It’s no secret that Microsoft is working on a new desktop version of the Outlook app on Windows 11, known as “One Outlook,” or the current internal code-name of Project Monarch. We’ve seen leaks in the past, and today, a fully working version of the app has shown up online (warning, direct download!) as shared by the folks at Windows Central. This working version of the app only supports work / school accounts at the moment, but it offers a great first look at what we can expect when Microsoft fully reveals the app when ready. Yet, is it just a glorified PWA? Let’s dive deeper with this hands-on look.
The interface & first boot
When you install the One Outlook Client on Windows 11, you’ll be guided to import your settings from the existing Outlook app on Windows. This could be a confirmation that One Outlook isn’t meant to replace anything, but rather live alongside the desktop app for the time being. Our theme settings, and density settings were just a few things that were imported from the existing Outlook app. Changing the theme in the One Outlook also changes it in the Outlook Web App too, so there seems to be some cloud syncing going on here.

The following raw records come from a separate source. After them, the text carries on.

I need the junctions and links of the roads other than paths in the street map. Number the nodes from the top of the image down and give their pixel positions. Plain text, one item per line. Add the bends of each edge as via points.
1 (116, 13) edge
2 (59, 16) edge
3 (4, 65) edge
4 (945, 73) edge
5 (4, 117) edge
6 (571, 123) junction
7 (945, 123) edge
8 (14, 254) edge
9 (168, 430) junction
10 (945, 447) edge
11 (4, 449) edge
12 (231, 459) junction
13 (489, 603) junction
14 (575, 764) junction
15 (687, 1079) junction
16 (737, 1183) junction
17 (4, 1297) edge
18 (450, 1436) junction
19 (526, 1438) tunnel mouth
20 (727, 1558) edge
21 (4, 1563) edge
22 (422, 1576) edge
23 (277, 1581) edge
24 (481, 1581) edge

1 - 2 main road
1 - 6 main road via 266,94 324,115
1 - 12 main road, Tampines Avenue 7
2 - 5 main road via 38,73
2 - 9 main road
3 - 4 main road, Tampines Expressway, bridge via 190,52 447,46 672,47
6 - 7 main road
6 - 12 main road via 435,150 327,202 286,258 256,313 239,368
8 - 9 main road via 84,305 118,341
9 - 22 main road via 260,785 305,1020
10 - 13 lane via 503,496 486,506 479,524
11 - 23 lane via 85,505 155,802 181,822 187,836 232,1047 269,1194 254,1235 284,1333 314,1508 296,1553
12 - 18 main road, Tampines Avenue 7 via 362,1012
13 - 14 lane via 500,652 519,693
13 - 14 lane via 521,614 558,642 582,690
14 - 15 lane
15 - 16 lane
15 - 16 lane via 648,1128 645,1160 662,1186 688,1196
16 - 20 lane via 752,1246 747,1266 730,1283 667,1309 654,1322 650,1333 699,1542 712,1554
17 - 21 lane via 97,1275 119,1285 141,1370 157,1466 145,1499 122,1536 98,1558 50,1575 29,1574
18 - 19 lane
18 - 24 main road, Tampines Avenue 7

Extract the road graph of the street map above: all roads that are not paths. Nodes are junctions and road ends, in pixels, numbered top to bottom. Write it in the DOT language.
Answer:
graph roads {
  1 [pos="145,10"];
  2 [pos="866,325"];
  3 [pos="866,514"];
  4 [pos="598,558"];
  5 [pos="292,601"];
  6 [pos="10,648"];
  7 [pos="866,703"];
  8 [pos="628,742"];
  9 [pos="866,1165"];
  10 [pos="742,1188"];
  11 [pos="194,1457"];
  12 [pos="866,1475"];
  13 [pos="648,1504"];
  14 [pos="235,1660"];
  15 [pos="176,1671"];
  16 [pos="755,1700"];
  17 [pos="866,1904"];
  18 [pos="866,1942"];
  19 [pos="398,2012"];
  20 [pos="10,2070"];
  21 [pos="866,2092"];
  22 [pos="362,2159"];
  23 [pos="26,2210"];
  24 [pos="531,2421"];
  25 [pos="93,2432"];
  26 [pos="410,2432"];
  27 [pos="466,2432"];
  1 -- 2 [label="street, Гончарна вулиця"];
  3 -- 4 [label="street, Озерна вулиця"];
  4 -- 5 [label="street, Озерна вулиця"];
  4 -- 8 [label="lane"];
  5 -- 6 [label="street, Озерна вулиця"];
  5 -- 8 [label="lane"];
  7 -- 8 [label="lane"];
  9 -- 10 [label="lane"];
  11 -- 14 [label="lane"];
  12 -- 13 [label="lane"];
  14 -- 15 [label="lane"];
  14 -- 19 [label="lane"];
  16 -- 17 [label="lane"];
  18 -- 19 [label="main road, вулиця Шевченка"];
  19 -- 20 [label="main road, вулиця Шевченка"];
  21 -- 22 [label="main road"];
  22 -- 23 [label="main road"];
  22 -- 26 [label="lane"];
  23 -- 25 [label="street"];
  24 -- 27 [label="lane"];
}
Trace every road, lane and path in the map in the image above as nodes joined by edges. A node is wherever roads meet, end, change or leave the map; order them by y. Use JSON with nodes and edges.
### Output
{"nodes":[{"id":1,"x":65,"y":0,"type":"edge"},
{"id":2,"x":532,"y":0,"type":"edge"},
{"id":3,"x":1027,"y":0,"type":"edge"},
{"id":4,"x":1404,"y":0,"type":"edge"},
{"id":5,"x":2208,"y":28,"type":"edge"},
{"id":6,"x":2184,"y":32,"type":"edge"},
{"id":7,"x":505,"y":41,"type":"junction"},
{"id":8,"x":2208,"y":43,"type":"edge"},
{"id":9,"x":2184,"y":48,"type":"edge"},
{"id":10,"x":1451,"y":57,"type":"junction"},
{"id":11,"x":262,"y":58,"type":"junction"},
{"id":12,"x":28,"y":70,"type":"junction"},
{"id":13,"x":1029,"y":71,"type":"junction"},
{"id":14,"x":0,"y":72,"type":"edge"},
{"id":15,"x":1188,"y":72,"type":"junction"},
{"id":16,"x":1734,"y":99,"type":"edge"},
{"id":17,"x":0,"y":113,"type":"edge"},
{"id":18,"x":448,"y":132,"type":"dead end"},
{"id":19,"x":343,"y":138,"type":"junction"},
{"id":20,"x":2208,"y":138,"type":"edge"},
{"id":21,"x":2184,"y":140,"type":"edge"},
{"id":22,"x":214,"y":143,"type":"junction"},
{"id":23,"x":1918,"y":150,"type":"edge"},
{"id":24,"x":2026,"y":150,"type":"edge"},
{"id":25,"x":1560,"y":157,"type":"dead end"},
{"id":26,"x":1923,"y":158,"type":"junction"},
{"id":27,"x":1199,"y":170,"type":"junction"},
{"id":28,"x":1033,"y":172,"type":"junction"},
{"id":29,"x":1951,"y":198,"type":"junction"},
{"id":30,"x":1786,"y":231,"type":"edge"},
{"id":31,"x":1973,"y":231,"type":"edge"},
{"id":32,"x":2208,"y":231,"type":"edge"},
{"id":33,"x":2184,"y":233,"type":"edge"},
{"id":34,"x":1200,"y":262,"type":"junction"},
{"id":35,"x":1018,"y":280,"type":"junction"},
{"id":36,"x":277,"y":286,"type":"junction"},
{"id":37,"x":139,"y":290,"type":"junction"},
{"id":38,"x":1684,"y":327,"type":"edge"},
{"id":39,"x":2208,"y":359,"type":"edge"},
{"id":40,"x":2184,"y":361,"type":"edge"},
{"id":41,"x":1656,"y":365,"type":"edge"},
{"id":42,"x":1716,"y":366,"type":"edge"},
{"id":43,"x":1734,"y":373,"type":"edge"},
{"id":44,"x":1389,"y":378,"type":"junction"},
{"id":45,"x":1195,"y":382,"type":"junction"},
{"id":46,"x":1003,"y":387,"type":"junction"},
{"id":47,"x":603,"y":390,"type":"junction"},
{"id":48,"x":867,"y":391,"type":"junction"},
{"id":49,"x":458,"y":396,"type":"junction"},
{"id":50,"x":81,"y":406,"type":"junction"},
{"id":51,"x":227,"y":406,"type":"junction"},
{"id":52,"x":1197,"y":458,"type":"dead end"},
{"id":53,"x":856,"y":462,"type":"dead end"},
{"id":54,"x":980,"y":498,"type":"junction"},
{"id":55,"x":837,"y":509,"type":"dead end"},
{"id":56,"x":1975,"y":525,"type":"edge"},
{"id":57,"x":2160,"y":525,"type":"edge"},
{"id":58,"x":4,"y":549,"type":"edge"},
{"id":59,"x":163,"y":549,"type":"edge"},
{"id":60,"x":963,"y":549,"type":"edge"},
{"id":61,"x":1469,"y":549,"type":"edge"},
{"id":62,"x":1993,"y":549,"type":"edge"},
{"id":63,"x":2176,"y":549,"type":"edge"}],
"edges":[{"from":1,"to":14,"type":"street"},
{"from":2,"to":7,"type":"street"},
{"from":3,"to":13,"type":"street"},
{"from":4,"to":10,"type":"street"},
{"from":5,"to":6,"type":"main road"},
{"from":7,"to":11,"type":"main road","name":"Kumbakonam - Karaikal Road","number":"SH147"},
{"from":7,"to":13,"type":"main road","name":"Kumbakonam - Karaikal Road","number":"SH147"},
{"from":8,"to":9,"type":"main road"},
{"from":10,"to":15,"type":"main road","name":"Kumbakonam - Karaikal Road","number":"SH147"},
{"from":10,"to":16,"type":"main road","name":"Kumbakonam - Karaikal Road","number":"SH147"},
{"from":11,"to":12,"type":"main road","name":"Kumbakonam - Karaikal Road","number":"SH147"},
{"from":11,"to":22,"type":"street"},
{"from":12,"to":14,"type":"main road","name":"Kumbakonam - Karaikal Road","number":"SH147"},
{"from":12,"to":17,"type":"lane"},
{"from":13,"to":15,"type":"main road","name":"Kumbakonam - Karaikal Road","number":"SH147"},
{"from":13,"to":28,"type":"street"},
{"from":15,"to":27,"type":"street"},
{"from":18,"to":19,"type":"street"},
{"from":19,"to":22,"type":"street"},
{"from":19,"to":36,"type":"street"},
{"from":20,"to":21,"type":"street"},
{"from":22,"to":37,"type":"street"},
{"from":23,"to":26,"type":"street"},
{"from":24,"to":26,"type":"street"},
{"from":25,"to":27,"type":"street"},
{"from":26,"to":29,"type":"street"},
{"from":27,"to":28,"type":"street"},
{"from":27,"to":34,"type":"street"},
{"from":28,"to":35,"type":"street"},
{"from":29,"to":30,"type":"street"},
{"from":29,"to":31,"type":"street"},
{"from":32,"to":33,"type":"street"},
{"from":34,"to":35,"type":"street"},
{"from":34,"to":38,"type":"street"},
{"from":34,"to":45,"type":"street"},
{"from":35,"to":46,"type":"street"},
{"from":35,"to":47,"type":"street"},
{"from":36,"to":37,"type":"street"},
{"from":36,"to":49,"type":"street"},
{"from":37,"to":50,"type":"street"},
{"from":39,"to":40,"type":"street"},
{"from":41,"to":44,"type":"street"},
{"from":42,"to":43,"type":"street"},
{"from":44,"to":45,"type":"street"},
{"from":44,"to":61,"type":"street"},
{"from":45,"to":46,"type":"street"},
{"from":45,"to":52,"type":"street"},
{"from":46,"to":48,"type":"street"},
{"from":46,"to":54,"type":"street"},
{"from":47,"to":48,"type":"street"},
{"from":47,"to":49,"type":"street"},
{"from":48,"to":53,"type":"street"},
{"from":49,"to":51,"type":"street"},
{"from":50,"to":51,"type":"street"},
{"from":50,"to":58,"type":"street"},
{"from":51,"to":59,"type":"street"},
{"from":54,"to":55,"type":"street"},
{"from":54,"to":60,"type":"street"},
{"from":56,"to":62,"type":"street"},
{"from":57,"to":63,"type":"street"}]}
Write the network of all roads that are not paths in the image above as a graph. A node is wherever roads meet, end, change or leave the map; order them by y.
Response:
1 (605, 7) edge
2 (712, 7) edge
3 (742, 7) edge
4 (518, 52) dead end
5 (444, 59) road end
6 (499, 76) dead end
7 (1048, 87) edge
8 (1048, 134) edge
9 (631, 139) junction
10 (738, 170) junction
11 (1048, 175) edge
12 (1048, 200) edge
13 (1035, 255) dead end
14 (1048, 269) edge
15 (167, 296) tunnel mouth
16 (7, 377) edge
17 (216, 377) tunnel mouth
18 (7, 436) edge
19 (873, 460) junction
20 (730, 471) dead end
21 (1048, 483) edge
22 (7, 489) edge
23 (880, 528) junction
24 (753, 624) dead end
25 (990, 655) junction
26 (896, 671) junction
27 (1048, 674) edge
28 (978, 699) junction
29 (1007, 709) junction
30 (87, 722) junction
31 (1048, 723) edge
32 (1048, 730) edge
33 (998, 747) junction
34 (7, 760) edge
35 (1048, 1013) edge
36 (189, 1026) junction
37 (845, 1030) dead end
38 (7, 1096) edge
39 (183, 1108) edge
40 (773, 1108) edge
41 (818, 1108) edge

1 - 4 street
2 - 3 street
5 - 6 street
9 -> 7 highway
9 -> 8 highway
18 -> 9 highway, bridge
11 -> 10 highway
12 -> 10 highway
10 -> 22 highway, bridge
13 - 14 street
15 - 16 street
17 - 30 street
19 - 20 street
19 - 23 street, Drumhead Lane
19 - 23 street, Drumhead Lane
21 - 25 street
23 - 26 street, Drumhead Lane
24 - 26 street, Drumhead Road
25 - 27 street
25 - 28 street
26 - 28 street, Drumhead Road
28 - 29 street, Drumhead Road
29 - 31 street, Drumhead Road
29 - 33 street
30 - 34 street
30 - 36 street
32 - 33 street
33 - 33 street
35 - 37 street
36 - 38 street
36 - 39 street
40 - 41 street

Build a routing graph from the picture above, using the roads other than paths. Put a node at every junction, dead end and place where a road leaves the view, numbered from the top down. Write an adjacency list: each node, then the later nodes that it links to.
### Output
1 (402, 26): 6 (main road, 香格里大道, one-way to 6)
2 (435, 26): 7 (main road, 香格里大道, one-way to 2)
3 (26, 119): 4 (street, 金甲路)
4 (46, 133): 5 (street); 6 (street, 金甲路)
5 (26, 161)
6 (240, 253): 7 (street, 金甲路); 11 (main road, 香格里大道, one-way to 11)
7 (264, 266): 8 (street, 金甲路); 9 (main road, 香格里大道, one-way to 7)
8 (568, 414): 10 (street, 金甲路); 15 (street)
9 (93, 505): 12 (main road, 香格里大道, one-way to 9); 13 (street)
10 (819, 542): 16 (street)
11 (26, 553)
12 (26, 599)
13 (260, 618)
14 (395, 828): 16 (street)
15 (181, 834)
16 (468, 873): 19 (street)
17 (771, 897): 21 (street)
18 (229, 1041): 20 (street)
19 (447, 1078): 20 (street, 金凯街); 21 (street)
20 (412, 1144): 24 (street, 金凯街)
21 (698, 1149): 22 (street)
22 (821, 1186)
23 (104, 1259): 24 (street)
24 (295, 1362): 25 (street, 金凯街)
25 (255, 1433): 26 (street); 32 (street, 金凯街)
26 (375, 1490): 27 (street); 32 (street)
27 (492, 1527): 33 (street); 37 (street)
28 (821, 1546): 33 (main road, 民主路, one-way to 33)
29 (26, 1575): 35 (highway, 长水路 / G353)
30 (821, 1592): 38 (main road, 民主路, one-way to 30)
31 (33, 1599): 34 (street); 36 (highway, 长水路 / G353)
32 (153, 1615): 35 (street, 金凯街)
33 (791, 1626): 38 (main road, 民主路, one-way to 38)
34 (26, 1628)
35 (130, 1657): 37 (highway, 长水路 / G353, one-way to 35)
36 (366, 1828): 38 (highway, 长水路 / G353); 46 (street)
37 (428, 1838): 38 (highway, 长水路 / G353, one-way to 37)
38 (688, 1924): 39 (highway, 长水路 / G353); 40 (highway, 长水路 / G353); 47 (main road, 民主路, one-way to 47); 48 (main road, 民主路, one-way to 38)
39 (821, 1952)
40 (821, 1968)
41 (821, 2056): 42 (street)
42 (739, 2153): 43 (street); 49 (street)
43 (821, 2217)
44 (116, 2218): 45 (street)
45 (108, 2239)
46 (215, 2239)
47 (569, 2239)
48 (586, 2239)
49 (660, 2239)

Once you boot up into this One Outlook client you should notice that it is basically the same as Outlook.com. The only difference we noticed is a ribbon at the top, which looks more like Outlook desktop with a “View” and “Home” buttons. It also carries the theme color you choose. Additionally, the “Chat” button in the One Outlook doesn’t work just yet either and it doesn’t open Teams as it does on Outlook.com
In other areas of the interface, there are the usual theme settings, as well as notifications, To Do, and OneNote links at the top right side of the app. Settings has a toggle for dark mode, focused inbox, desktop notifications, conversation view, a reading pane, and everything you’d expect from the Outlook web experience. There’s nothing different there.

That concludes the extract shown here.